Phase II study of sequential chemotherapy with cisplatin (P) in combination with infusional 5FU/LV (PFL) followed by irinotecan (Ir) + 5FU/LV (IrFL) followed by docetaxel (T) + 5FU/LV (TFL) in patients (pts) with metastatic gastric carcinoma (MGC) by the Gruppo Oncologio Nord-Ovest (GONO)

Abstract

15059 Background: 5FU in combination with P can be considered a standard treatment for MGC. Ir and T are active agents with not complete cross-resistance with P and 5FU. The combination of Ir or T with P and 5FU is feasible but with substantial toxicities. A different way to include Ir and T in the first-line treatment of MGC is to use them sequentially to a P and 5FU containing regimen. Methods: we conducted a phase II study of first-line sequential chemotherapy in MGC pts with measurable disease (RECIST criteria). Treatment consisted of: 3 cycles of PFL (biweekly P 50 mg/sqm d1, LV 200 mg/sqm d1 and 5FU 3200 mg/sqm 48-h c.i. starting on d1) followed by 3 cycles of IrFL (biweekly Ir 180 mg/sqm d1 and 5FU/LV) followed by 3 cycles of TFL (biweekly T 50 mg/sqm d1 and 5FU/LV). Evaluation of disease was performed every 3 cycles. Results: 46 pts have been enrolled. Pts characteristics are: median age = 60 years (37–75), M/F = 36/10, sites of disease (single/multiple) 9/37, ECOG PS 0/1 = 27/19. Treatment was well tolerated.
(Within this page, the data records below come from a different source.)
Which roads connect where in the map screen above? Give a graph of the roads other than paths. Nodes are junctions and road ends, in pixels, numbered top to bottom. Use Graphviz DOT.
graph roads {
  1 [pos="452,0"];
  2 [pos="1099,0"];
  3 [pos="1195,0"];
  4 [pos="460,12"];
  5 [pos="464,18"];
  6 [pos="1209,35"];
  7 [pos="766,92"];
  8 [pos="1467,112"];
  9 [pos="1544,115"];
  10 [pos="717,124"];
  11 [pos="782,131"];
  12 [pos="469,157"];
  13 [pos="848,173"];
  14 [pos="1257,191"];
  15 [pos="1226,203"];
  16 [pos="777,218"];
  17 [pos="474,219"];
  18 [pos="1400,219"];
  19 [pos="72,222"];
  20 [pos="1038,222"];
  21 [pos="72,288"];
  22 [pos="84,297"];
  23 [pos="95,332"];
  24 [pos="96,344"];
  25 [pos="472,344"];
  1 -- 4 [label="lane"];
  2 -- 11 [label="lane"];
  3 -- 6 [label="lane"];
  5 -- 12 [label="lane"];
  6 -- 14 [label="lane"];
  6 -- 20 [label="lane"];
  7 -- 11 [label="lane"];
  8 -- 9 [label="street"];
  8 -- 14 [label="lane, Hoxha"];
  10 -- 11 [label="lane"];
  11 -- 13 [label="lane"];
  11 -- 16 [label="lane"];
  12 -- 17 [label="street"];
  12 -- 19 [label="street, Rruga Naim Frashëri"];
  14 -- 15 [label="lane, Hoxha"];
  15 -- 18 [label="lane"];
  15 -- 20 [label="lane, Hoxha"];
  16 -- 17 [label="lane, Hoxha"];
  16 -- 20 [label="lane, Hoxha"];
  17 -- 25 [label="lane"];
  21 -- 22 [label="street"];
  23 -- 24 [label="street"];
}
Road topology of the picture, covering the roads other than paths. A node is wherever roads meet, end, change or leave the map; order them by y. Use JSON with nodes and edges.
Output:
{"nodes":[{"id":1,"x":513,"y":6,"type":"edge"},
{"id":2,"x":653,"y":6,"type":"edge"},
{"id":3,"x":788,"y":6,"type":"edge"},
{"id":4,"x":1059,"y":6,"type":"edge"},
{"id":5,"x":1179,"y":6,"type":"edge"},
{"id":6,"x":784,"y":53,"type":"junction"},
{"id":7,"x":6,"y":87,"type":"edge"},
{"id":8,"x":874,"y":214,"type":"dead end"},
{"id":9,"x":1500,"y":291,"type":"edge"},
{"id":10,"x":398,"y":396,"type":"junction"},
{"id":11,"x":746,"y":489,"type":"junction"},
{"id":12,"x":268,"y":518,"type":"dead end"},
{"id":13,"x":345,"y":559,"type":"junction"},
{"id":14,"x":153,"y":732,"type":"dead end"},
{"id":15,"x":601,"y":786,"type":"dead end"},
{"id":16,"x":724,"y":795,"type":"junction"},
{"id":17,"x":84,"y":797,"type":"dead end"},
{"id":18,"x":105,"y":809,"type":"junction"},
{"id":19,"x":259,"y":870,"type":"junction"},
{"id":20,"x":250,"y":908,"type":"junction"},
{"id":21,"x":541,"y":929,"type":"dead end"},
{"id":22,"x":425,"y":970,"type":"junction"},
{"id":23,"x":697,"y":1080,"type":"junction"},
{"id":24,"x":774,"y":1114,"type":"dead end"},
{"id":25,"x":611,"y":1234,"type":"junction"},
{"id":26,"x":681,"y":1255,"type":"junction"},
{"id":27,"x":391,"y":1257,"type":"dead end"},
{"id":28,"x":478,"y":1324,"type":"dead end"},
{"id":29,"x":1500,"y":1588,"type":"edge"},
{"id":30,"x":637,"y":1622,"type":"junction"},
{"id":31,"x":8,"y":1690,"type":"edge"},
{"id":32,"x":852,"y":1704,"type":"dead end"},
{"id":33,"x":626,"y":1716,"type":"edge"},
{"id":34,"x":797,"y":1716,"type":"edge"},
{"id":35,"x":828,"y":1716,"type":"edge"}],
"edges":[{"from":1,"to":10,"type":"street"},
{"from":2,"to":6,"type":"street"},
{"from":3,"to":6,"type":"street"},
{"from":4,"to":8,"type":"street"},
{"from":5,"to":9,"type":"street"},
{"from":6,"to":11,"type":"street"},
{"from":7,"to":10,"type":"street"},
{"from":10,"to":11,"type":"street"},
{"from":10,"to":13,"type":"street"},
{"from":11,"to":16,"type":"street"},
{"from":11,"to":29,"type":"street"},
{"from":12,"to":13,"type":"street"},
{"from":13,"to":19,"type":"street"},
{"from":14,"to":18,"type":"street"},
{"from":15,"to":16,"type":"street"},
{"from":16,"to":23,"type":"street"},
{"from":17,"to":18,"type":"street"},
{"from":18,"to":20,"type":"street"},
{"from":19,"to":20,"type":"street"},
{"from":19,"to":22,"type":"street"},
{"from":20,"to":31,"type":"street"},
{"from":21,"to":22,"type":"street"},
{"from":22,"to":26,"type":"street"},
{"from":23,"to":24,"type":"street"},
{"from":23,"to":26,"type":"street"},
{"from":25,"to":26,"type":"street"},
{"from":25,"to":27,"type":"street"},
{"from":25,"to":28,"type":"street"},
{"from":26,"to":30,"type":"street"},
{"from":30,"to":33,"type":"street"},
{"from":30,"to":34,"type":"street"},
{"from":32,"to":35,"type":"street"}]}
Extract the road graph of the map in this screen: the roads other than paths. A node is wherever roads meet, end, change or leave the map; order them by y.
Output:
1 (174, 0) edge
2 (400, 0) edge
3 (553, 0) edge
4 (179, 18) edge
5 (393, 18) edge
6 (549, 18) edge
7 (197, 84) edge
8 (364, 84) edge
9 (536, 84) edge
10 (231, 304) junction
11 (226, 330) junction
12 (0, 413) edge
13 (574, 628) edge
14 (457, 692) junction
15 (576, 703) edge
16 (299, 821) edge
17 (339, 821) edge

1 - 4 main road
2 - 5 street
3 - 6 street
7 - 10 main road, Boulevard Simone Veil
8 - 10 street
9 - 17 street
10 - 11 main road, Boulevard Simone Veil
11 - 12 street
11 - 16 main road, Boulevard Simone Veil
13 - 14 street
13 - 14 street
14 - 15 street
Grade 3–4 non-haematological toxicities were: diarrhea in 2,5% pts with PFL; diarrhea and asthenia in 2,5% and stomatitis in 5% pts with IrFL; stomatitis in 5,7% pts with TFL. Grade 3/4 neutropenia was observed in 14% pts with PFL, 15% with IrFL and 22,9% pts with TFL. Nor febrile neutropenia neither toxic deaths have occurred. Two pts had not evaluable disease and 6 are still receiving treatment. We observed 1 CR and 8 PR with PFL (RR 24%) among the 38 evaluable pts. IrFL improved responses in 10 pts while 4 pts progressed and TFL further improved responses in 6 pts while 5 pts progressed. Response rate at the end of the planned 9 cycles was 40% (4 CR, 11 PR; 95% CI 25–58%). At a median follow-up of 15.5 mos median TTP is 6.8 mos and median OS is 13.5 mos. Conclusions: this sequential treatment is feasible with a very favourable safety profile and produces encouraging results in terms of activity and efficacy in a population of unselected MGC patients. Final data will be presented at the meeting. Partially supported by A.R.C.O. Foundation. No significant financial relationships to disclose.